Well, I finally made it back into Aberdeen on Wednesday: a trip to the big city to see Revenge of the Sith with Christopher and Kim. I had hoped, in my vain, egocentric madness to see Union Street bedecked in posters for Cold Granite. Yea, yea, I know, but it was going to be one of those ‘local boy makes good’ moments, seeing the main street in my home town covered with adverts for my book… Or it would have been, if they hadn’t all been replaced with promos for Sin City and Sugar Free Ribena. Now I like fruity blackcurrant drinks as much as the next red-blooded man, but it isn’t really the same thing. Not a single poster remained. Not one, the whole length of Union Street. My fifteen minutes of local fame come and gone, without my even noticing. Ah well, just have to wait for the same time next year I suppose.
Whilst in town I kept my promise to Agent Phil and apologised on bended knee to the manager of Waterstones for sneaking into his bookshop and signing a copy of CG in secret when no one was looking. He demanded reparation in the form of signing every other copy in the store. Nice guy – even nicer when he told me CG was their number one selling book at the moment (in Aberdeen at least, only number 6 in Scotland). We even managed to sell a copy whilst the signathon was underway, but I wasn’t a great deal of help to the woman who wanted to know where the psychology section was, or the one who wanted to know if I could check on a book for her. Hello? Sitting at table with big pile of books, writing my name and drawing chainsaw-wielding teddy bears on the title page? Unless the bookstore is highly unethical and forces their employees to don false beards and forge author signatures, it’s pretty unlikely I work here. But I suppose you never know. I used to wear bright single-coloured shirts to work in an effort to relieve the monotony, and was forever getting asked in Pizza Express if I could fetch someone a new fork, or the bill if I dared to get up for a pee (it being frowned upon to do so at the table). And if I had a pound for everyone who came up to me in B&Q asking where the screwdrivers were, I’d have three quid by now. Maybe I just look like someone who works here, regardless of where ‘here’ may be? I must have an ‘employee of the month’ face.
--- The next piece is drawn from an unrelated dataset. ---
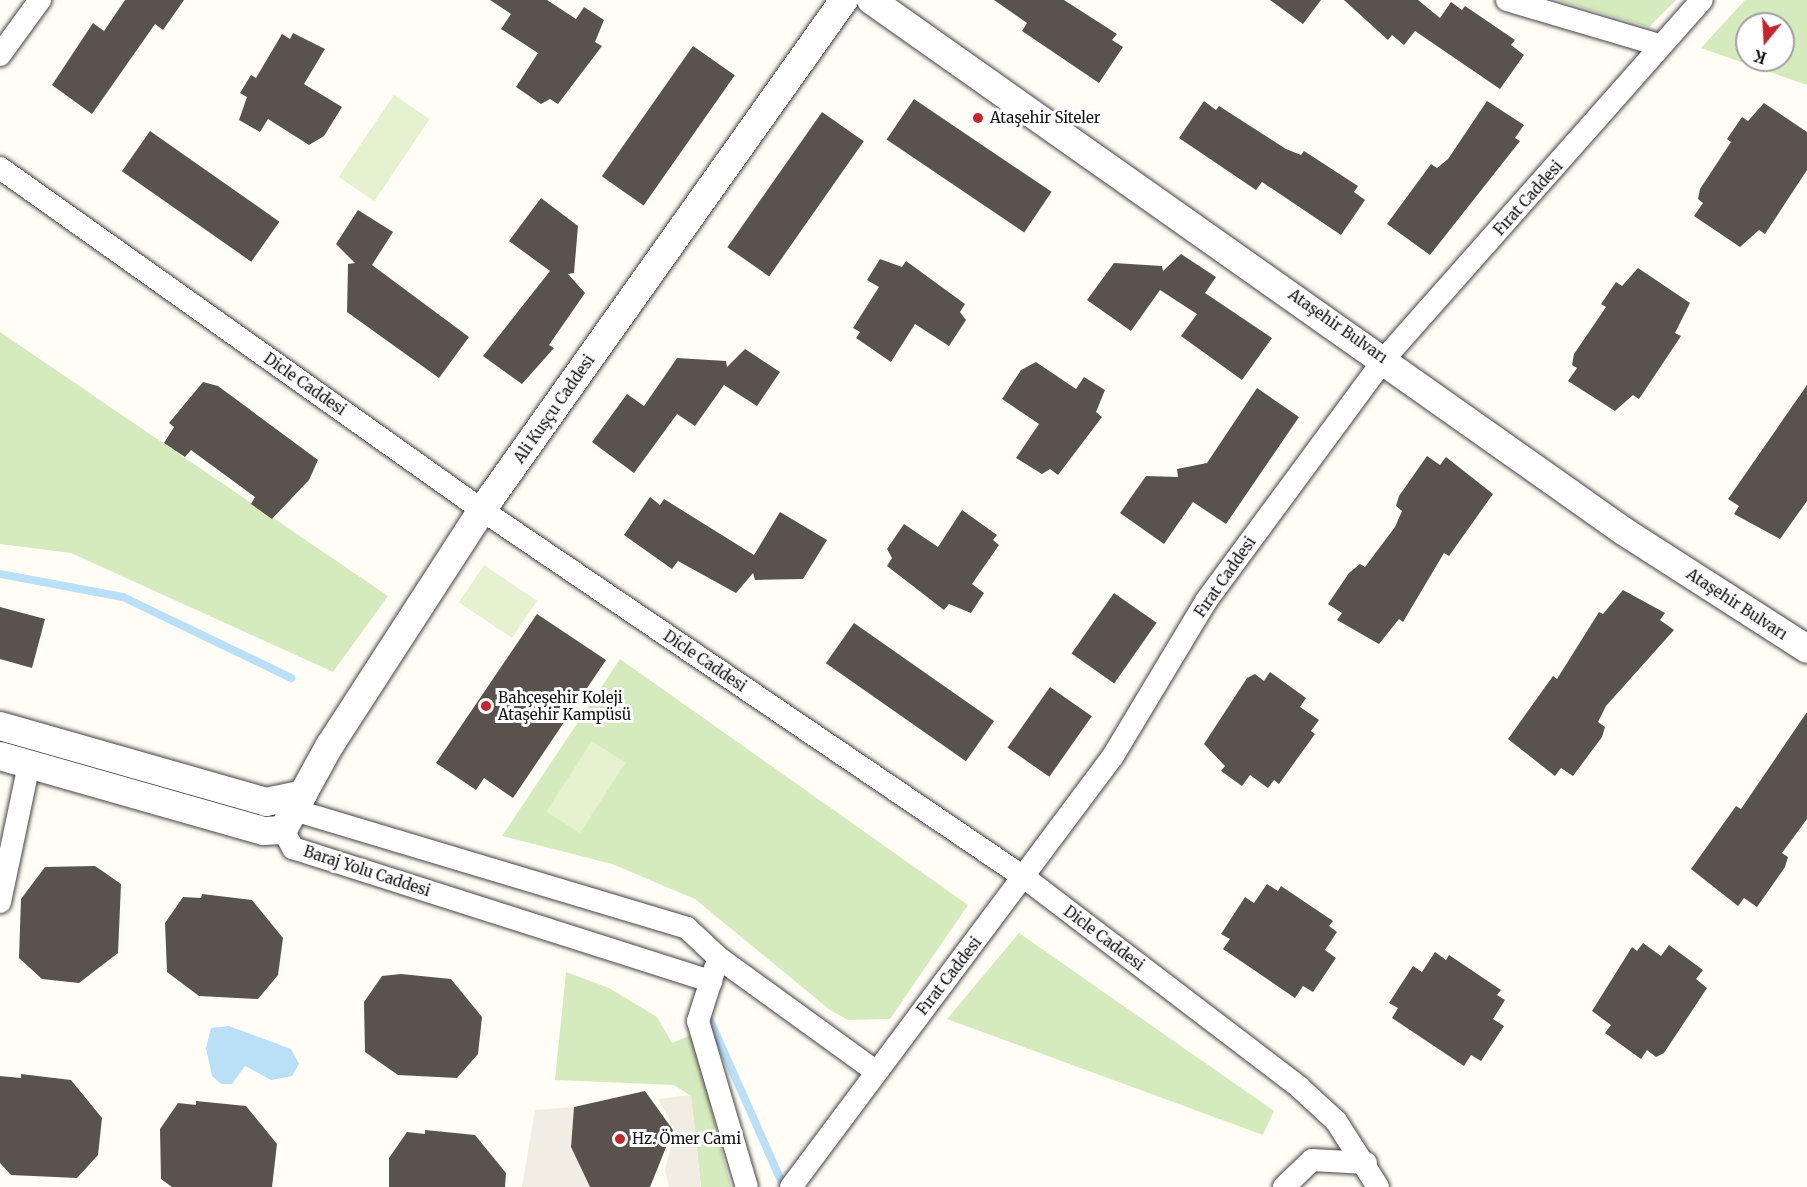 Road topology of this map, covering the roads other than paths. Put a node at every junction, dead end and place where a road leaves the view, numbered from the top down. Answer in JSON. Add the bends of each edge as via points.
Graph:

After Waterstones it was down to Ottakars (yes, I’m a signing slut) to see how the book was doing for them and doodle on some stock if they wanted. And ended up buying Altered Carbon as it came highly recommended by a denizen of the cash room who shall remain nameless, buried away in the bowls of the Trinity Centre. I was going to pick up The Touch Of Ghosts, but they didn’t have it in, so John will just have to whistle for his 12% until later.
By the time I escaped from the breezeblock dungeon it was hammering down outside, rain bouncing off the pavement and road and people. None of whom seemed to notice. I guess after a couple of years in Aberdeen you just stop noticing the rain so much.
The rest of the afternoon was spent speaking to the police and the city council planning department. In book 2 there are certain events that border on the libellous in the same way that setting fire to a nun borders on naughtiness. So I had to make sure I used a name and job title that bore no resemblance to anyone, living or dead, currently working in the planning department. Which was a pretty surreal conversation to be having with an attractive young lady planner. “Hello, you don’t know me, but I’m looking for a fake job title and name, so I can make stuff up about sexual deviancy in the planning department…”
And as for the film? Well as someone who knows what it’s like to suffer the slings and arrows of negative reviews, let me just say that before the film we had pizza.